Me da tanta vergüenza extrañar el mismo trabajo del que me quejo que casi no lo cuento. Como la gente que tiene hábito repulsivo y lo hace en la intimidad, si viajo con amigos a veces me encuentro diciendo que estoy cansada y me vuelvo al departamento para garabatear algún guión o a escribir una columna a escondidas de los demás. Dos veces perdí un vuelo por quedarme corrigiendo, tres veces devolví un pasaje a último momento porque no quise dejar mi trabajo, y en dos ocasiones me volví antes a Buenos Aires porque no soportaba estar lejos ni un día más. Lo asumo. Es patético. Algunos se comen las uñas, otros se sacan los mocos, a mí me gusta trabajar. Y, curiosamente, no por eso lo odio menos. Lo odio el doble por extrañarlo, por querer volver, por no poder dejar de pensar en eso.

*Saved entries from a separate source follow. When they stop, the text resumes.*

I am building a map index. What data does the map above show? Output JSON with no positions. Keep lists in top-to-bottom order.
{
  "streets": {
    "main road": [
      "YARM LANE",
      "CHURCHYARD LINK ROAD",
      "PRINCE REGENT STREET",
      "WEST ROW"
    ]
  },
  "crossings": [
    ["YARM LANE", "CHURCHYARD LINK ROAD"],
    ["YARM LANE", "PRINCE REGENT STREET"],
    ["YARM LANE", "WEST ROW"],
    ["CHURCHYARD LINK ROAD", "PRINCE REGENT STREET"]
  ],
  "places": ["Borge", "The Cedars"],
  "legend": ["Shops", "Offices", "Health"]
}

Muchas veces, como ahora, me obligo a relajarme y logro disfrutar del viaje, de las cosas que hago acá. Me hablo en voz baja, como se les habla a los caballos asustados, y me digo que necesito descansar, que el ocio es bueno, y que esta ciudad me encanta, pero al final del día siempre termino mandando mensajes de trabajo o leyendo los capítulos que mi socio entregó mientras yo estaba acá. A veces, incluso pienso que viajo para los demás, para que no sepan que soy tan rara. Quizás, si nadie sintiera pena por mí, si nadie revoleara los ojos cuando cambio un pasaje para volverme o si nadie pensara pobrecita, Carolina, no puede dejar de trabajar, yo confesaría sin tapujos que me gusta estar acá pero que nada me interesa más en el mundo que ese trabajo que detesto. Que entre patinar en el Central Park y escribir prefiero escribir, que entre comer en un restaurante de tres estrellas Michelin y escribir, prefiero escribir, y que entre pasear por la Quinta Avenida llena de luces de Navidad y escribir, prefiero mil veces estar escribiendo allá.